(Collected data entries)
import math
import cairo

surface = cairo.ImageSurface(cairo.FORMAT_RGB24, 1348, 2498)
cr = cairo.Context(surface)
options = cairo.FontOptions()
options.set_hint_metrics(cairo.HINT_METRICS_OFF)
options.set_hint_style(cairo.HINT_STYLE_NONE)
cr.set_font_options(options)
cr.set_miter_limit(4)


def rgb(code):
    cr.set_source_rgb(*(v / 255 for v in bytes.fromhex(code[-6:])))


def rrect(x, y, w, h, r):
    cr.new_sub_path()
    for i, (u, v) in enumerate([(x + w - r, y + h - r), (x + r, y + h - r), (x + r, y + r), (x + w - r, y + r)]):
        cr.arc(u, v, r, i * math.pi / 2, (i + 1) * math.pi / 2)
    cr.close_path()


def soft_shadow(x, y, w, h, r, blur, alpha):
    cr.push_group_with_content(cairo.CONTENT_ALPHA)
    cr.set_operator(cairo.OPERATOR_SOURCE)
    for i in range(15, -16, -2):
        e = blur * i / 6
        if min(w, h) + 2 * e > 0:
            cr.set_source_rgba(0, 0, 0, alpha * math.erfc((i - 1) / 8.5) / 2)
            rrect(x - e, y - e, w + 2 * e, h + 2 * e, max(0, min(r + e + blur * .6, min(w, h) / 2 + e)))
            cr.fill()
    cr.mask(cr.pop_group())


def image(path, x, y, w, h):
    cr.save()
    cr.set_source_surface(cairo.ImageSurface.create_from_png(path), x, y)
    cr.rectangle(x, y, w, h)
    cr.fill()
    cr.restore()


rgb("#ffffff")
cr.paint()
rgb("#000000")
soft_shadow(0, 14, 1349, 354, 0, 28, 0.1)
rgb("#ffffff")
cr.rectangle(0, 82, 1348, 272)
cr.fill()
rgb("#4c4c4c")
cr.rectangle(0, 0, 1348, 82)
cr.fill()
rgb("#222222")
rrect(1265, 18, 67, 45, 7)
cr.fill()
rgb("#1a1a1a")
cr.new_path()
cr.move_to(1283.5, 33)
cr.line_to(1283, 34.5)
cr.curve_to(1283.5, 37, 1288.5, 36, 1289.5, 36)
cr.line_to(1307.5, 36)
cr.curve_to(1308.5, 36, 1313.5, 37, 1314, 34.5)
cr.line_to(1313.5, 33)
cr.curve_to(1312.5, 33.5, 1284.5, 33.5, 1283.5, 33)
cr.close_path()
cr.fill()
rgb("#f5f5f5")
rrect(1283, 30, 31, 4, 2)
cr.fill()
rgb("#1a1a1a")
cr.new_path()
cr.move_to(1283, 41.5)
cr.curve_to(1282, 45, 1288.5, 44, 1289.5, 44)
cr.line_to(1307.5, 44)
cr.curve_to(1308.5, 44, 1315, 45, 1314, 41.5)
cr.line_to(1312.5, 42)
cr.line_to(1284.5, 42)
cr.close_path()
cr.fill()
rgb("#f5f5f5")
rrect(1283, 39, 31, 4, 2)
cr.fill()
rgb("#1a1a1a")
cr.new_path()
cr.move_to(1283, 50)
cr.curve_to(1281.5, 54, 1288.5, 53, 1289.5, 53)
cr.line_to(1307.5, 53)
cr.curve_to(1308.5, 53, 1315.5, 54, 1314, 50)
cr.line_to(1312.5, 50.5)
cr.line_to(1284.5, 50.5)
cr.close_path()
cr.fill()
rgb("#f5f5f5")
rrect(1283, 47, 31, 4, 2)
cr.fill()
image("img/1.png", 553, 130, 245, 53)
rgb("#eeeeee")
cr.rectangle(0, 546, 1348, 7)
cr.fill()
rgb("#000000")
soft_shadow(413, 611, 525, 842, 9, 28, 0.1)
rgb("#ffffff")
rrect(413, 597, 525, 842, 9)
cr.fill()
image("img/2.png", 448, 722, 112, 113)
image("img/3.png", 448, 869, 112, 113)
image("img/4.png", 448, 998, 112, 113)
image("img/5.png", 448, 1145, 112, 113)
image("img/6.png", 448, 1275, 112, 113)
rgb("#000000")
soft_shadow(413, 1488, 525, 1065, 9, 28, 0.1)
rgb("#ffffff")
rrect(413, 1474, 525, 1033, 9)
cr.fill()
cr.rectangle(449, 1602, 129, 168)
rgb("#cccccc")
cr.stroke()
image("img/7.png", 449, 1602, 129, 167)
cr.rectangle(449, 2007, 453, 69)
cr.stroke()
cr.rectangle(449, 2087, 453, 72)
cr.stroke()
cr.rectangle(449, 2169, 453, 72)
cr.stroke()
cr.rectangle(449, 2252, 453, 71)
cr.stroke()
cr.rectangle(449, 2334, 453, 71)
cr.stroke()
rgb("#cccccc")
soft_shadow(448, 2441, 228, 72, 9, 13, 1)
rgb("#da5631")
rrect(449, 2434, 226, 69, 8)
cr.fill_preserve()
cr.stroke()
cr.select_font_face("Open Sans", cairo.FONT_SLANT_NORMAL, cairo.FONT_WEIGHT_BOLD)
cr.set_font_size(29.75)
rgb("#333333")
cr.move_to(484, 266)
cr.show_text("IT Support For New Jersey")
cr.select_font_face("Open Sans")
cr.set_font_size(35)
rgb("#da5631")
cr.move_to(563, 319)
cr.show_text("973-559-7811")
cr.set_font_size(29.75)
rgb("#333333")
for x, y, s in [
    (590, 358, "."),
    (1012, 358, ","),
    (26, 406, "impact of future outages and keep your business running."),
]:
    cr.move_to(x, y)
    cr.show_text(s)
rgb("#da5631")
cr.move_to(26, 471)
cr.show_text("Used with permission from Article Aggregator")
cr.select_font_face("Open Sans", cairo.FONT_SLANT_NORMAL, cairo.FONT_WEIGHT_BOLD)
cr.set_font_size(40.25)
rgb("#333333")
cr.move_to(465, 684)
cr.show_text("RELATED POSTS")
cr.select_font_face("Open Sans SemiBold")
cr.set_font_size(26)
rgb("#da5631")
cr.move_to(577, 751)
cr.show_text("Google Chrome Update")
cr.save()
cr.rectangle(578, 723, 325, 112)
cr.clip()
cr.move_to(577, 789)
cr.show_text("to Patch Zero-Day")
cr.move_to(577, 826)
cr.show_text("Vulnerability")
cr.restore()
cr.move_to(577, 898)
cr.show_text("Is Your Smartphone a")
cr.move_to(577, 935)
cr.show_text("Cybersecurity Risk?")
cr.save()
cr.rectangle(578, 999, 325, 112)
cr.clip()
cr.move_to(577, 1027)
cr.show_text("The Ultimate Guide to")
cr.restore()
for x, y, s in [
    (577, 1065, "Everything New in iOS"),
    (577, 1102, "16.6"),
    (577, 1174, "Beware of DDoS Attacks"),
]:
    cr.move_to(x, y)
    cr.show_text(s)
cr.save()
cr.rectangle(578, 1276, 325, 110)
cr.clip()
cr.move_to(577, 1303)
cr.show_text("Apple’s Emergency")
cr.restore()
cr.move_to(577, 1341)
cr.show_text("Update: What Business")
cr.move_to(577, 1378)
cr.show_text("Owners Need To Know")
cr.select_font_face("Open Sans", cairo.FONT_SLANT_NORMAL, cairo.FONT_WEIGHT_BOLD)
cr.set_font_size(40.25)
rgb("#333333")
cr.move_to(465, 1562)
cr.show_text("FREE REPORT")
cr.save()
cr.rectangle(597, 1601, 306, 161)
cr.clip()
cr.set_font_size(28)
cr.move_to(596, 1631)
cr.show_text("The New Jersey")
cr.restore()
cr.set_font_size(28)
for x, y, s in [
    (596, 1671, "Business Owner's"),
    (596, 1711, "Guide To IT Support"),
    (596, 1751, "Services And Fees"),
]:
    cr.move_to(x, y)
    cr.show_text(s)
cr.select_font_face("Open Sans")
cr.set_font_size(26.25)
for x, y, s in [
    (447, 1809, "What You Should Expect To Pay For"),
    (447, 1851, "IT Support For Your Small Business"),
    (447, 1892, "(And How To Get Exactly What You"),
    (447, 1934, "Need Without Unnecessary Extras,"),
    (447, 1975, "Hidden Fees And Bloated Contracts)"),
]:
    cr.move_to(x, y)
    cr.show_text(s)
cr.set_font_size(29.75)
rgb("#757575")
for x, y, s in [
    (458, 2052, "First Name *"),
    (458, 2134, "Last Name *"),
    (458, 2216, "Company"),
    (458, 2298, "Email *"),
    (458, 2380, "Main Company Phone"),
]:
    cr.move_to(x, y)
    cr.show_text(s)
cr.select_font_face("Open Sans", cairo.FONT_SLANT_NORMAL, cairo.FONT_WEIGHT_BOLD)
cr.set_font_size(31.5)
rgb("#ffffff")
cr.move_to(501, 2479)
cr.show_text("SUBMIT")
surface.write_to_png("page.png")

Activity: In the entries above, some lines hold the string "ImageSurface". Copy each of them.

Finished task:
surface = cairo.ImageSurface(cairo.FORMAT_RGB24, 1348, 2498)
    cr.set_source_surface(cairo.ImageSurface.create_from_png(path), x, y)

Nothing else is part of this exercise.